Hi, thanks for gnomAD, everyone in clinical genetics needs you thanks so much etc, I hope I don’t sound too grumpy…
The VCF INFO fields seem to change almost every release, eg “Non Finnish European” history:
v2 AF_nfe
v3 AF-nfe
v3.1 AF_nfe
v4.0 nfe_AF
This causes scripts to break and extra effort to maintain conversion code etc. Ideally, you’d just keep them the same and not break backwards compatability, but if you feel you need to do this, it would be useful to document it so people can see how the fields have changed over time
For instance a table with rows being a label like “Non-finnish Euroean Allele Frequency” and columns being gnomAD releases, and the cells being as my example at the start.

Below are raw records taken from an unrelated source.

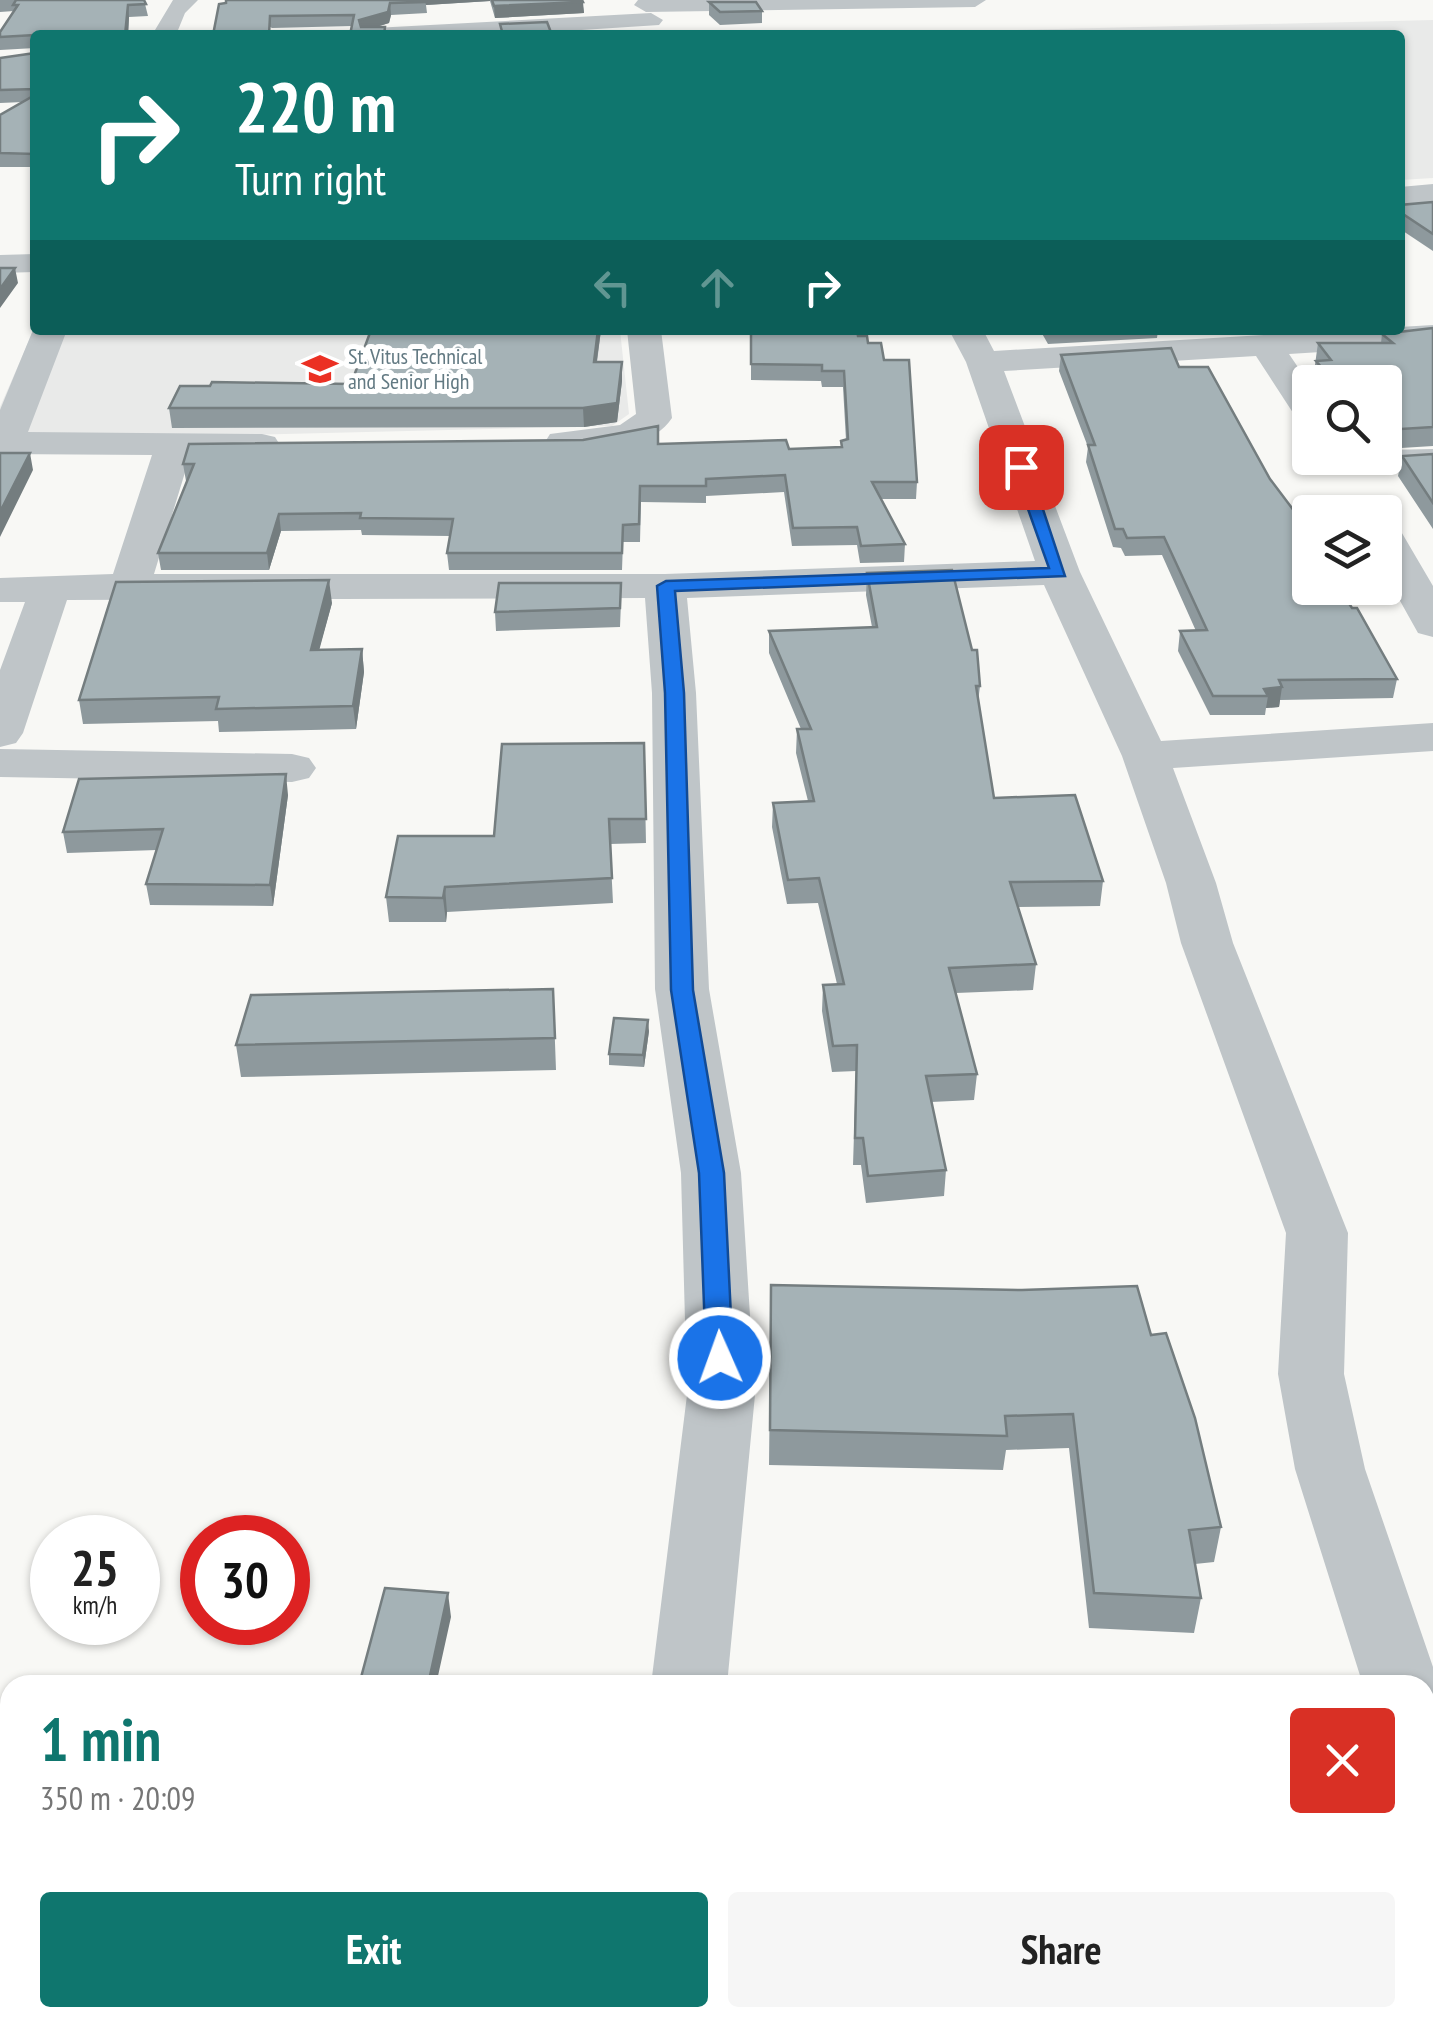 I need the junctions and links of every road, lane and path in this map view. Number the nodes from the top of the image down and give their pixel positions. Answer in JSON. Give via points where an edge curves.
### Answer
{"nodes":[{"id":1,"x":187,"y":0,"type":"edge"},
{"id":2,"x":975,"y":0,"type":"edge"},
{"id":3,"x":650,"y":15,"type":"edge"},
{"id":4,"x":166,"y":30,"type":"edge"},
{"id":5,"x":443,"y":30,"type":"edge"},
{"id":6,"x":1433,"y":194,"type":"edge"},
{"id":7,"x":1405,"y":196,"type":"edge"},
{"id":8,"x":30,"y":263,"type":"edge"},
{"id":9,"x":0,"y":264,"type":"edge"},
{"id":10,"x":48,"y":335,"type":"edge"},
{"id":11,"x":645,"y":335,"type":"edge"},
{"id":12,"x":1433,"y":335,"type":"edge"},
{"id":13,"x":1266,"y":345,"type":"junction"},
{"id":14,"x":975,"y":346,"type":"edge"},
{"id":15,"x":1292,"y":383,"type":"edge"},
{"id":16,"x":525,"y":442,"type":"edge"},
{"id":17,"x":3,"y":443,"type":"edge"},
{"id":18,"x":291,"y":445,"type":"edge"},
{"id":19,"x":174,"y":446,"type":"junction"},
{"id":20,"x":1402,"y":460,"type":"edge"},
{"id":21,"x":1433,"y":460,"type":"edge"},
{"id":22,"x":1402,"y":567,"type":"edge"},
{"id":23,"x":1059,"y":572,"type":"junction"},
{"id":24,"x":130,"y":586,"type":"junction"},
{"id":25,"x":666,"y":586,"type":"junction"},
{"id":26,"x":0,"y":590,"type":"edge"},
{"id":27,"x":50,"y":590,"type":"junction"},
{"id":28,"x":1433,"y":624,"type":"edge"},
{"id":29,"x":0,"y":733,"type":"edge"},
{"id":30,"x":1433,"y":737,"type":"edge"},
{"id":31,"x":1145,"y":756,"type":"junction"},
{"id":32,"x":0,"y":764,"type":"edge"},
{"id":33,"x":292,"y":768,"type":"dead end"},
{"id":34,"x":691,"y":1675,"type":"edge"},
{"id":35,"x":1398,"y":1675,"type":"edge"}],
"edges":[{"from":1,"to":4,"type":"street"},
{"from":2,"to":3,"type":"street"},
{"from":3,"to":5,"type":"street"},
{"from":6,"to":7,"type":"street"},
{"from":8,"to":9,"type":"street"},
{"from":10,"to":17,"type":"street"},
{"from":11,"to":16,"type":"street","via":[[654,418],[630,435]]},
{"from":12,"to":13,"type":"street"},
{"from":13,"to":14,"type":"street"},
{"from":13,"to":15,"type":"street"},
{"from":14,"to":23,"type":"street"},
{"from":17,"to":19,"type":"street"},
{"from":18,"to":19,"type":"street"},
{"from":19,"to":24,"type":"street"},
{"from":20,"to":21,"type":"street"},
{"from":22,"to":28,"type":"street"},
{"from":23,"to":25,"type":"street"},
{"from":23,"to":31,"type":"street"},
{"from":24,"to":25,"type":"street"},
{"from":24,"to":27,"type":"street"},
{"from":25,"to":34,"type":"street","via":[[682,990],[712,1173],[721,1395]]},
{"from":26,"to":27,"type":"street"},
{"from":27,"to":29,"type":"street"},
{"from":30,"to":31,"type":"street"},
{"from":31,"to":35,"type":"street","via":[[1207,943],[1317,1233],[1311,1374],[1330,1469]]},
{"from":32,"to":33,"type":"street"}]}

This would help find out how eg some INFO fields disappeared between versions, some were renamed etc
Thank you for the feedback and we understand how these breaking changes are frustrating. For your example, each version of gnomAD should contain <metric>_<sampling_grouping> for call statistics. In the v4 example you provide, sampling grouping, nfe, is first. Could you confirm this within the file your accessing? I am seeing metric first within the v4 exome chrY VCF.
#CHROM POS ID REF ALT QUAL FILTER INFO
chrY 2784606 . C T . AC0 AC=0;AN=0;nhomalt_XX=2147483647;AC_XY=0;AN_XY=0;nhomalt_XY=0;nhomalt=0;nhomalt_afr_XX=2147483647;A
C_afr_XY=0;AN_afr_XY=0;nhomalt_afr_XY=0;AC_afr=0;AN_afr=0;...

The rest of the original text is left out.